### [Work instruction]
Where does the string "Sunset" appear in the records? Copy every line that contains it.

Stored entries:
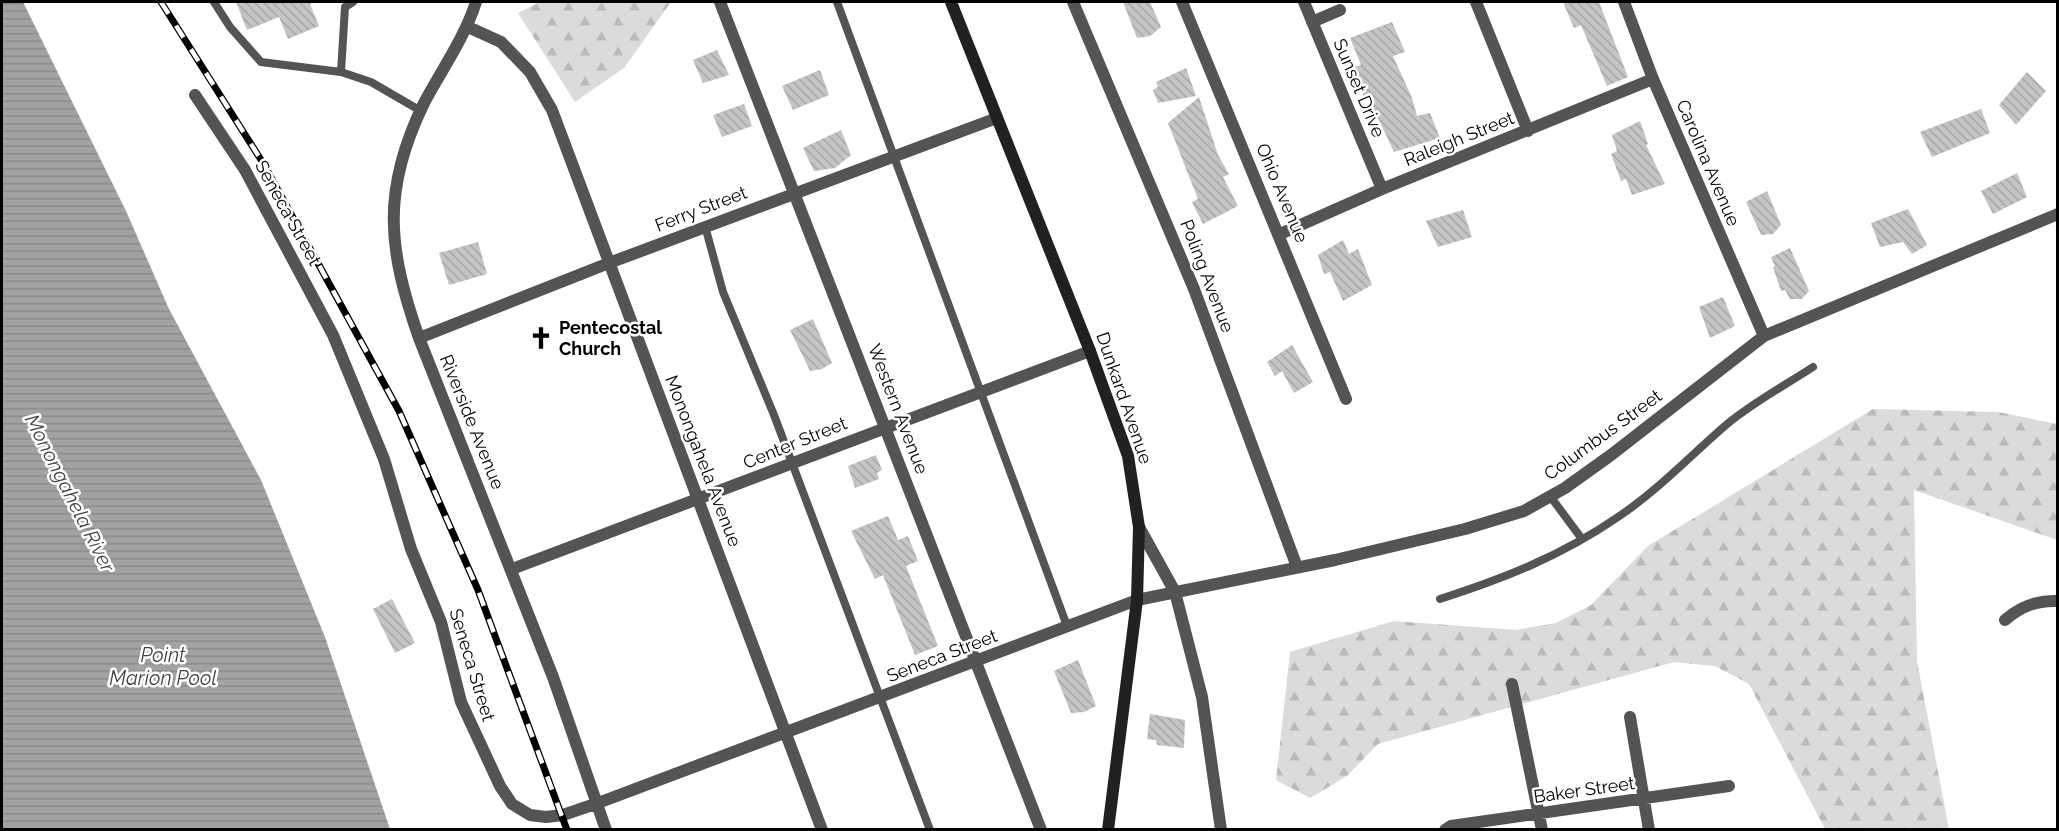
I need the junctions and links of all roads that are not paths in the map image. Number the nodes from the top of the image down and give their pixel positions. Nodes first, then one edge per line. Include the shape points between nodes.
1 (214, 2) edge
2 (353, 2) edge
3 (476, 2) edge
4 (720, 2) edge
5 (837, 2) edge
6 (951, 2) edge
7 (1073, 2) edge
8 (1182, 2) edge
9 (1304, 2) edge
10 (1476, 2) edge
11 (1624, 2) edge
12 (343, 4) edge
13 (1340, 10) dead end
14 (1312, 22) junction
15 (468, 27) junction
16 (341, 72) junction
17 (1653, 79) junction
18 (195, 95) dead end
19 (421, 111) junction
20 (997, 118) junction
21 (1528, 131) junction
22 (892, 156) junction
23 (1382, 189) junction
24 (796, 192) junction
25 (2058, 214) edge
26 (705, 226) junction
27 (1280, 234) junction
28 (609, 263) junction
29 (1764, 336) junction
30 (420, 338) junction
31 (1090, 351) junction
32 (1813, 367) dead end
33 (979, 391) junction
34 (1347, 399) dead end
35 (885, 426) junction
36 (791, 464) junction
37 (1550, 496) junction
38 (698, 500) junction
39 (1139, 527) junction
40 (1582, 539) junction
41 (1297, 567) junction
42 (513, 569) junction
43 (1175, 592) junction
44 (1440, 599) dead end
45 (1137, 600) junction
46 (2058, 601) edge
47 (2005, 620) dead end
48 (1067, 626) junction
49 (975, 663) junction
50 (1512, 684) dead end
51 (881, 699) junction
52 (1630, 717) dead end
53 (785, 733) junction
54 (1729, 786) dead end
55 (1646, 800) junction
56 (598, 804) junction
57 (1540, 814) junction
58 (606, 830) edge
59 (822, 830) edge
60 (930, 830) edge
61 (1041, 830) edge
62 (1108, 830) edge
63 (1221, 830) edge
64 (1444, 830) edge
65 (1542, 830) edge
66 (1648, 830) edge

1 - 16 lane via 261,62
2 - 12 lane
3 - 15 street
4 - 24 street, Western Avenue
5 - 22 lane
6 - 20 main road, Dunkard Avenue
7 - 41 street, Poling Avenue via 1194,289
8 - 27 street, Ohio Avenue
9 - 14 street, Sunset Drive
10 - 21 street
11 - 17 street, Carolina Avenue
12 - 16 lane
13 - 14 street
14 - 23 street, Sunset Drive
15 - 19 street, Riverside Avenue
15 - 28 street, Monongahela Avenue via 501,42 530,72 552,110
16 - 19 lane via 371,82
17 - 21 street, Raleigh Street
17 - 29 street, Carolina Avenue
18 - 56 street, Seneca Street via 245,170 333,334 384,459 411,549 441,622 461,702 500,786 512,804 530,815 562,815
19 - 30 street, Riverside Avenue via 404,151 395,194 393,238 401,285
20 - 22 street, Ferry Street
20 - 31 main road, Dunkard Avenue
21 - 23 street, Raleigh Street
22 - 24 street, Ferry Street
22 - 33 lane
23 - 27 street, Raleigh Street
24 - 26 street, Ferry Street
24 - 35 street, Western Avenue
25 - 29 street, Columbus Street
26 - 28 street, Ferry Street
26 - 36 lane via 723,291
27 - 34 street, Ohio Avenue
28 - 30 street, Ferry Street
28 - 38 street, Monongahela Avenue
29 - 37 street, Columbus Street via 1611,455
30 - 42 street, Riverside Avenue
31 - 33 street, Center Street
31 - 39 main road, Dunkard Avenue via 1128,456
32 - 40 lane via 1727,424 1619,517
33 - 35 street, Center Street
33 - 48 lane
35 - 36 street, Center Street
35 - 49 street, Western Avenue
36 - 38 street, Center Street
36 - 51 lane
37 - 40 lane
37 - 41 street, Columbus Street via 1524,511 1465,529
38 - 42 street, Center Street
38 - 53 street, Monongahela Avenue
39 - 43 street
39 - 45 main road, Dunkard Avenue
40 - 44 lane via 1511,576
41 - 43 street, Columbus Street
42 - 56 street, Riverside Avenue
43 - 45 street, Columbus Street
43 - 63 street via 1202,697
45 - 48 street, Seneca Street
45 - 62 main road, Dunkard Avenue
46 - 47 street via 2035,602 2019,608
48 - 49 street, Seneca Street
49 - 51 street, Seneca Street
49 - 61 street, Western Avenue
50 - 57 street
51 - 53 street, Seneca Street
51 - 60 lane
52 - 55 street
53 - 56 street, Seneca Street
53 - 59 street, Monongahela Avenue
54 - 55 street, Baker Street
55 - 57 street, Baker Street
55 - 66 street
56 - 58 street, Riverside Avenue
57 - 64 street, Baker Street
57 - 65 street

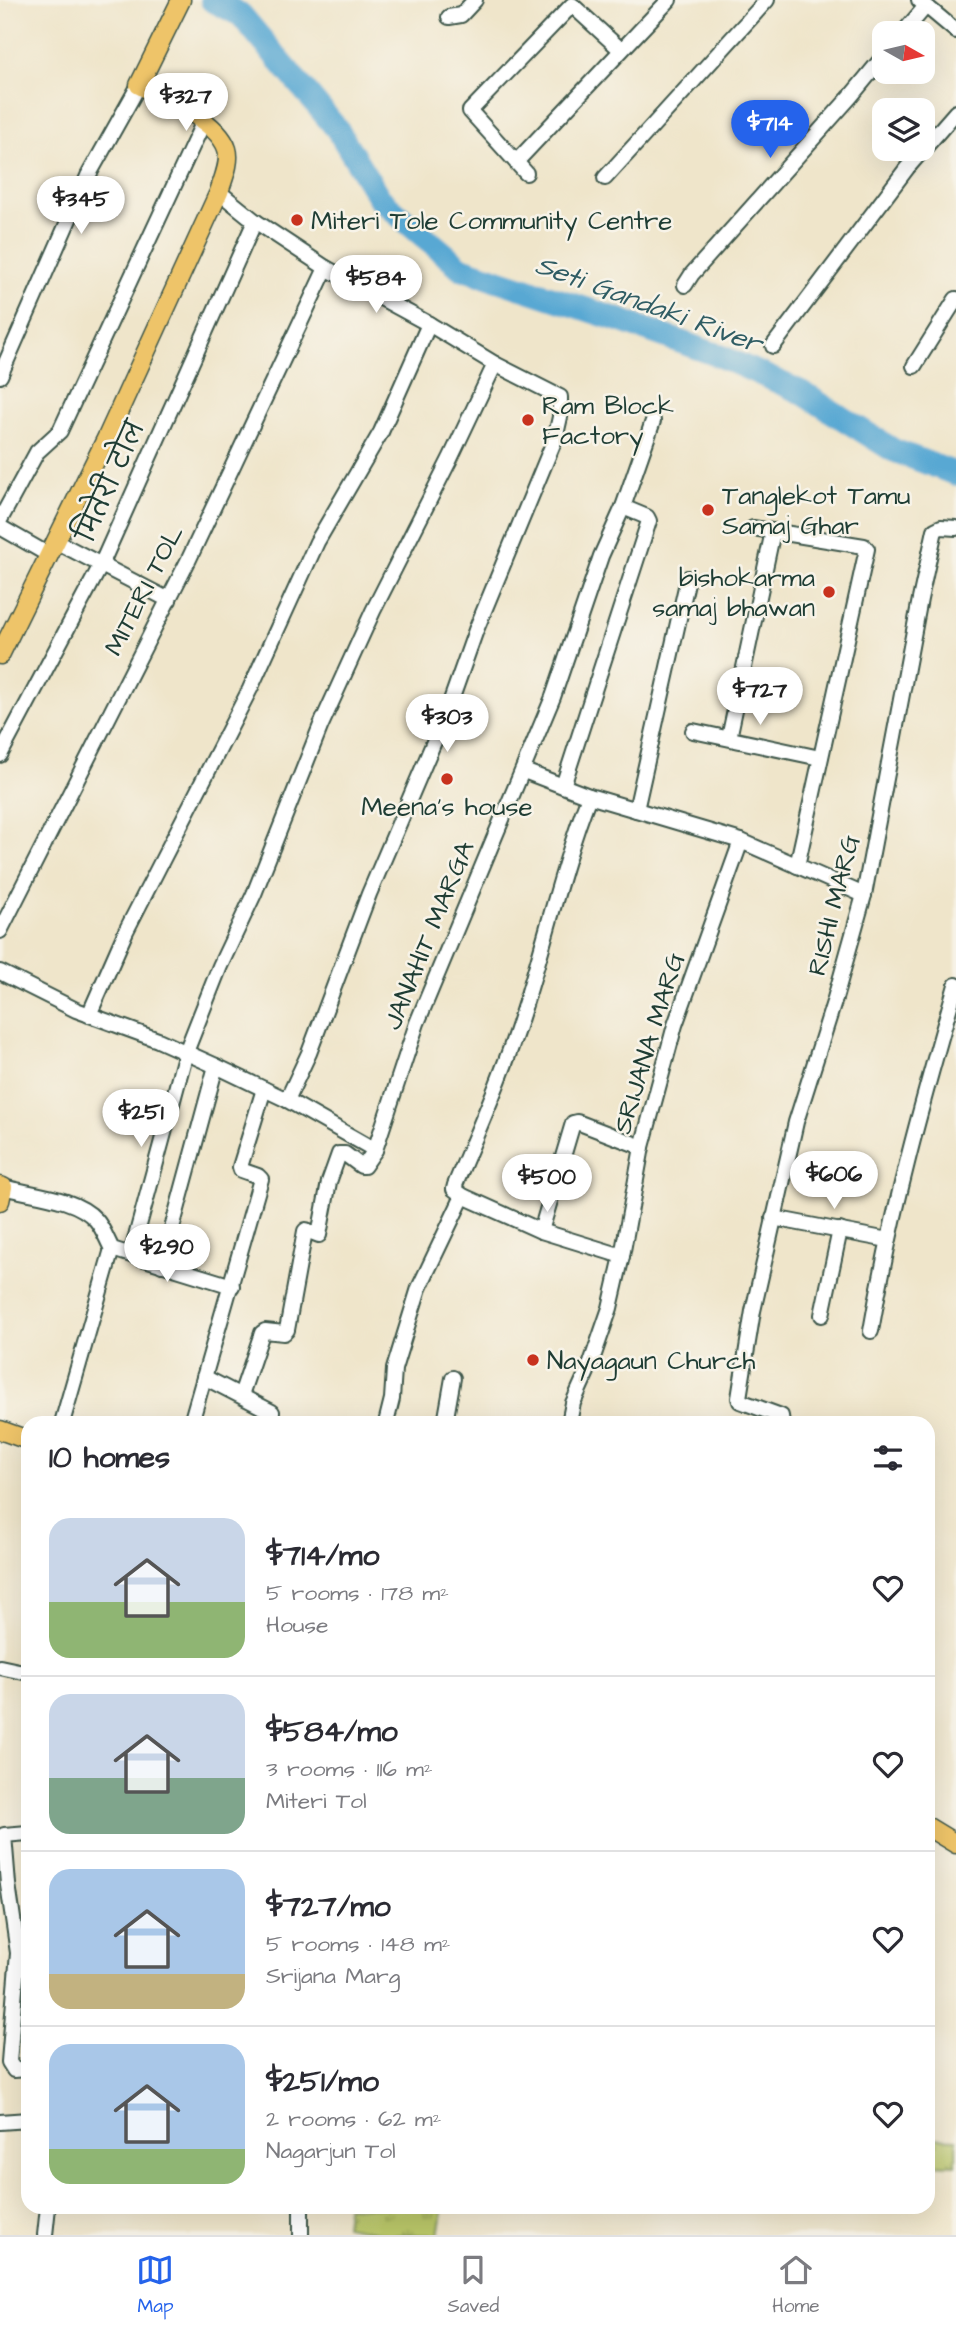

### [Reply]
9 - 14 street, Sunset Drive
14 - 23 street, Sunset Drive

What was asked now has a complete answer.